3 years from a factory battery is about right. The factory batteries are not maintenance free, have you ever put water in it? Every time my car goes in for inspection at the dealer, or gets an oil change the battery is tested and I get a % of use left report. When the report drops to less than 50% I will be prepared for when the time comes to replace it.


----------



## Red Bearded Goat (Mar 19, 2007)

GTO JUDGE said:


> 3 years from a factory battery is about right. The factory batteries are not maintenance free, have you ever put water in it? Every time my car goes in for inspection at the dealer, or gets an oil change the battery is tested and I get a % of use left report. When the report drops to less than 50% I will be prepared for when the time comes to replace it.


Judge,
I can't say what came from the factory except that the manual claims it is maintenance free. Maybe they meant, in 36 months its dead so buy a new one.. see no maintenance needed. :lol: 

Interesting, I'd like to know what your dealership is using to test that battery to provide you with percentage of remaining life. I could go on a long dissertation about lead/acid batteries, plate wastage, surface calcification that leads to electron flow resistance between plates, yada, yada, yada.. instead I'll leave 2 links below at the bottom. Most service shops only check the specific gravity of the electrolyte and that won't provide anything beyond cell condition at the time its checked. Not saying it can't be done by a dealership, it can. I'm just wondering what instrument and how are they using it to make the prediction.

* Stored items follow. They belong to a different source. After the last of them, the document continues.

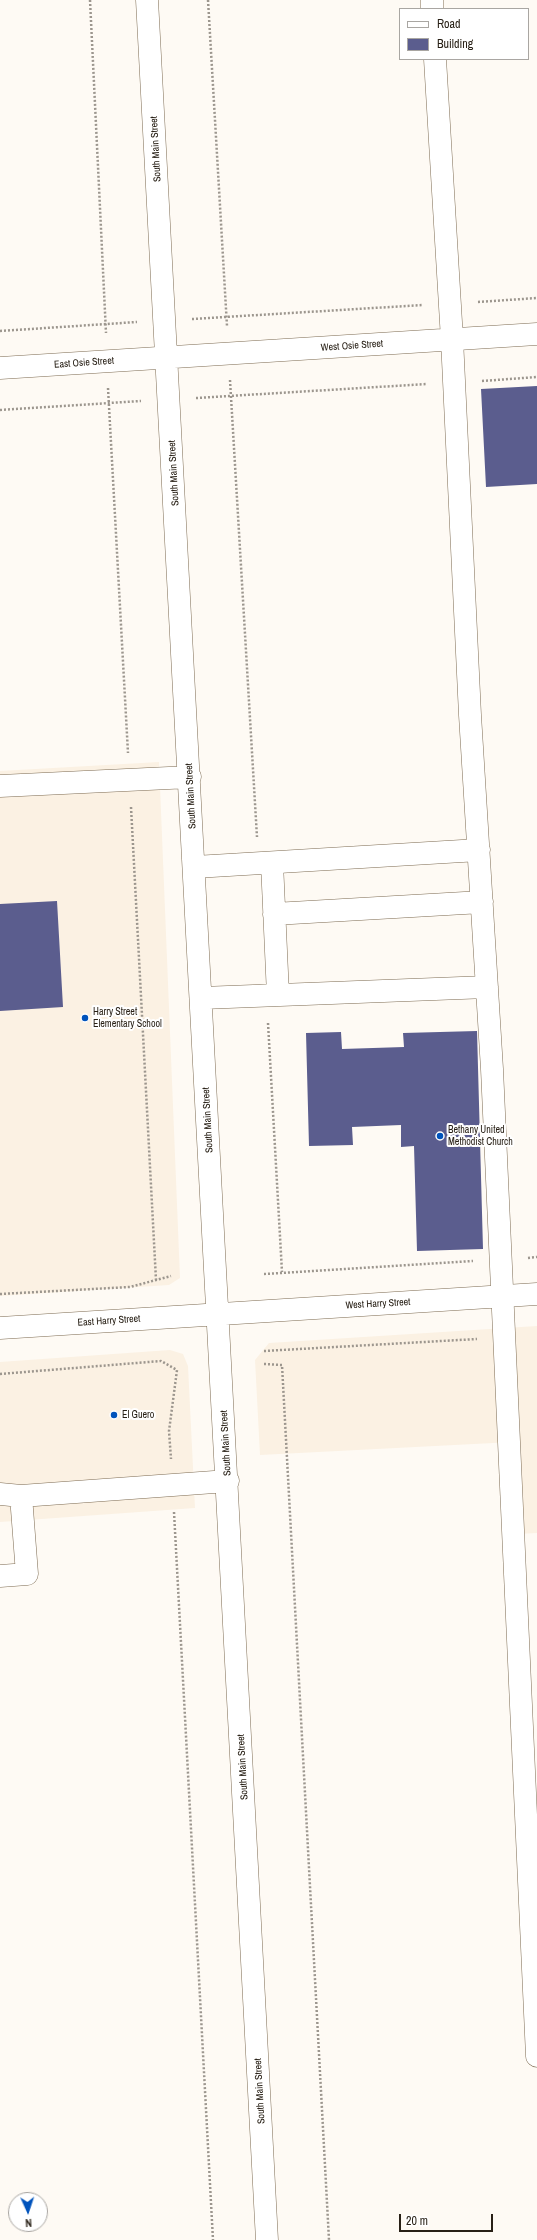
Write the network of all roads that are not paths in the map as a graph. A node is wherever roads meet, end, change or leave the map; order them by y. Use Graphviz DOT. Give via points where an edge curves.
graph roads {
  1 [pos="148,0"];
  2 [pos="435,60"];
  3 [pos="537,334"];
  4 [pos="452,339"];
  5 [pos="168,357"];
  6 [pos="0,368"];
  7 [pos="190,777"];
  8 [pos="0,786"];
  9 [pos="479,850"];
  10 [pos="265,864"];
  11 [pos="195,867"];
  12 [pos="482,902"];
  13 [pos="274,914"];
  14 [pos="487,987"];
  15 [pos="272,996"];
  16 [pos="202,998"];
  17 [pos="537,1294"];
  18 [pos="502,1296"];
  19 [pos="218,1313"];
  20 [pos="0,1328"];
  21 [pos="228,1481"];
  22 [pos="10,1495"];
  23 [pos="0,1576"];
  24 [pos="537,2056"];
  25 [pos="267,2240"];
  1 -- 5 [label="street, South Main Street"];
  2 -- 4 [label="street"];
  3 -- 4 [label="street, West Osie Street"];
  4 -- 5 [label="street, West Osie Street"];
  4 -- 9 [label="street"];
  5 -- 6 [label="street, East Osie Street"];
  5 -- 7 [label="street, South Main Street"];
  7 -- 8 [label="street"];
  7 -- 11 [label="street, South Main Street"];
  9 -- 10 [label="street"];
  9 -- 12 [label="street"];
  10 -- 11 [label="street"];
  10 -- 13 [label="street"];
  11 -- 16 [label="street, South Main Street"];
  12 -- 13 [label="street"];
  12 -- 14 [label="street"];
  13 -- 15 [label="street"];
  14 -- 15 [label="street"];
  14 -- 18 [label="street"];
  15 -- 16 [label="street"];
  16 -- 19 [label="street, South Main Street"];
  17 -- 18 [label="street, West Harry Street"];
  18 -- 19 [label="street, West Harry Street"];
  18 -- 24 [label="street"];
  19 -- 20 [label="street, East Harry Street"];
  19 -- 21 [label="street, South Main Street"];
  21 -- 22 [label="street"];
  21 -- 25 [label="street, South Main Street"];
  22 -- 23 [label="street" via="26,1574"];
}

My goats battery was changed by the dealership 3 months before I purchased the car because the original died within the year they had the car on their lot. Glad they put in the Delco Professional series 85H7YR as the replacement.... 50 month free of charge direct replacement if it dies.... should it fail every 36 months, I'll never have to buy another battery for my goat.

Links;
METHOD OF TESTING THE CAPACITY OF A LEAD-ACID BATTERY - Patent 3808522
Battery Measurement & Testing. Battery Testers - Determine Battery Deterioration.


----------



## GTO JUDGE (May 14, 2005)

Not sure what they use but when the wifes Grand-Am was in last the test showed about 50% life and I got it in writing!! However that helps :willy: I at least know there is some life to it as it's about 1/2 way gone. I thought man that ain't too bad for 4 years on the factory installed battery. 

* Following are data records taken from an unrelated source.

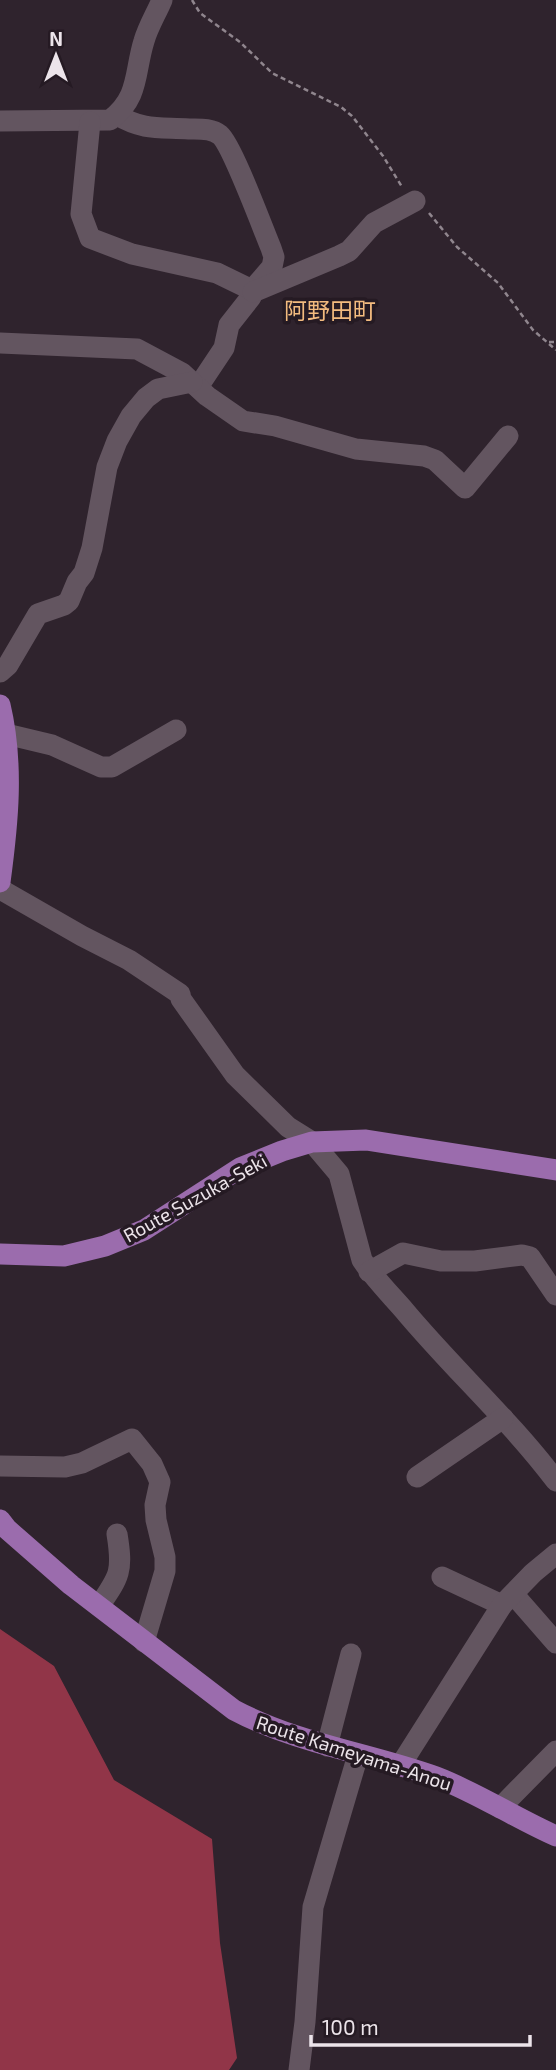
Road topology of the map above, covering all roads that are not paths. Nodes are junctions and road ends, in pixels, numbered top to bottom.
1 (162, 0) edge
2 (117, 115) junction
3 (0, 121) edge
4 (90, 122) junction
5 (415, 201) road end
6 (252, 292) junction
7 (0, 342) edge
8 (195, 384) junction
9 (508, 436) dead end
10 (0, 672) edge
11 (2, 718) edge
12 (176, 730) dead end
13 (0, 882) edge
14 (0, 888) edge
15 (312, 1142) junction
16 (556, 1170) edge
17 (0, 1254) edge
18 (369, 1272) junction
19 (556, 1294) edge
20 (503, 1418) junction
21 (0, 1466) edge
22 (417, 1477) dead end
23 (556, 1481) edge
24 (0, 1520) edge
25 (117, 1534) dead end
26 (556, 1554) edge
27 (442, 1577) dead end
28 (508, 1600) junction
29 (99, 1606) junction
30 (144, 1642) junction
31 (556, 1643) edge
32 (351, 1654) dead end
33 (327, 1746) junction
34 (556, 1751) edge
35 (359, 1755) junction
36 (400, 1766) junction
37 (500, 1808) junction
38 (556, 1836) edge
39 (299, 2070) edge

1 - 2 street
2 - 4 street
2 - 6 street
3 - 4 street
4 - 6 street
5 - 6 street
6 - 8 street
7 - 8 street
8 - 9 street
8 - 10 street
11 - 12 street
11 - 13 main road
14 - 15 street
15 - 16 main road, Route Suzuka-Seki
15 - 17 main road, Route Suzuka-Seki
15 - 18 street
18 - 19 street
18 - 20 street
20 - 22 street
20 - 23 street
21 - 30 street
24 - 29 main road, Route Kameyama-Anou
25 - 29 street
26 - 28 street
27 - 28 street
28 - 31 street
28 - 36 street
29 - 30 main road, Route Kameyama-Anou
30 - 33 main road, Route Kameyama-Anou
32 - 33 street
33 - 35 main road, Route Kameyama-Anou
34 - 37 street
35 - 36 main road, Route Kameyama-Anou
35 - 39 street
36 - 37 main road, Route Kameyama-Anou
37 - 38 main road, Route Kameyama-Anou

The 3 year average is what I read some time ago on batteries from factory and based on my experiences with them I found the article fairly accurate. Has technology aided in longevity? I guess maybe, but reading some battery complaints, maybe not. IMO I don't think the car manufacturers are springing for optimum batteries in an average car. How a car is stored plays a significant role on the battery's longevity too. 

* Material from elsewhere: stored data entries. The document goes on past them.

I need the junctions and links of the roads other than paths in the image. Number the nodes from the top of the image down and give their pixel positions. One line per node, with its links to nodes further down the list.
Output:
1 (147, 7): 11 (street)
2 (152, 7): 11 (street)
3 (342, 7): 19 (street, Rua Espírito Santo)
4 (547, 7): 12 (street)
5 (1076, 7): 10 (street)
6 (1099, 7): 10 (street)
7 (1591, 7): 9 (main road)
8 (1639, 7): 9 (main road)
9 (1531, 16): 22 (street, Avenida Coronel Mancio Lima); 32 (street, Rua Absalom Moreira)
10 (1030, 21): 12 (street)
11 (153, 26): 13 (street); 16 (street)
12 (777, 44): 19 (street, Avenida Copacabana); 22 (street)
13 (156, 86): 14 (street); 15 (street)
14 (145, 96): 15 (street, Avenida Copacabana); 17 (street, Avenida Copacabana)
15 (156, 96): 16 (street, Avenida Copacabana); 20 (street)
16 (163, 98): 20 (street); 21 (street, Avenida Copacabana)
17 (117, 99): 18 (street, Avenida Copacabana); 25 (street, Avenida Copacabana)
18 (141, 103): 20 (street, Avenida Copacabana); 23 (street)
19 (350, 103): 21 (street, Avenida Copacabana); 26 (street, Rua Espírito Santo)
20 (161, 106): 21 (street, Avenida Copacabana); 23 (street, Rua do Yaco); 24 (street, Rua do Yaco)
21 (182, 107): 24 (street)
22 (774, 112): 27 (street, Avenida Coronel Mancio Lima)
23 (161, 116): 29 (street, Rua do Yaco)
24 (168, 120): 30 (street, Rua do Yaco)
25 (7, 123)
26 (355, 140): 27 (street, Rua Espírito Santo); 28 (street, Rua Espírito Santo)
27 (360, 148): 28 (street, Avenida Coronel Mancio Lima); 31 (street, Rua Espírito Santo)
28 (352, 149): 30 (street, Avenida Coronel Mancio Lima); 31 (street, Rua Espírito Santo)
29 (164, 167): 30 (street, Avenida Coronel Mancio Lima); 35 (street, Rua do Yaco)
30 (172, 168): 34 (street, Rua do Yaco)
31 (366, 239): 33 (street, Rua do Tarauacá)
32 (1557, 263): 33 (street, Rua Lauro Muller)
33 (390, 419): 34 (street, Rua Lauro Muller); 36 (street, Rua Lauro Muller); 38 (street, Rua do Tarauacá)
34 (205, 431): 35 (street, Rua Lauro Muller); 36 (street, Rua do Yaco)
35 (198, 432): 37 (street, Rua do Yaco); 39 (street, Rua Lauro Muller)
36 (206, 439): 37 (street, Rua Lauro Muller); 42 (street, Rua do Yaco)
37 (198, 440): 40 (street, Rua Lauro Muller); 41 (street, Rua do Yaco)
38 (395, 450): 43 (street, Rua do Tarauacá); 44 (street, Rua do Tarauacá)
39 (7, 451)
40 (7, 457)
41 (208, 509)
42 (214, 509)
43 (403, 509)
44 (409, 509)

The battery in my GTO is not sealed and I replaced water in it once so far. It's kept in a garage and last winter I threw the tender on it a few times to keep it juiced when it sat for longer periods.

I was in at my dealer in May buying the GMPP when I saw a new GMC SUV in the showroom with a battery charger on it. I commented to the guy who I was working with man that don't look good to have that on a charge in the showroom, if I were buying it I'd insist on a new battery. He replied the battery went dead from sitting. Dayum.... Sitting? I said how long was the 2008 SUV sitting that the battery went dead? He shrugged his shoulders.

Once a portion of the inside of the battery goes there is no reviving it. The battery is not at full strength and it's life is compromised and then guys post about a battery a year or 2 old is in need of replacing... 

Here is an article where it states the average life is 3-1/2 years.
Tips for Winterizing Your Car | BestStuff
"*Batteries and Corroded Cables*
Winter mornings can wreak havoc on an older battery. The average life of a battery is 3 1/2 years. If your battery is older than that, it's probably time to replace. Have a mechanic check the battery and cables to ensure your car starts quickly and reliably."


----------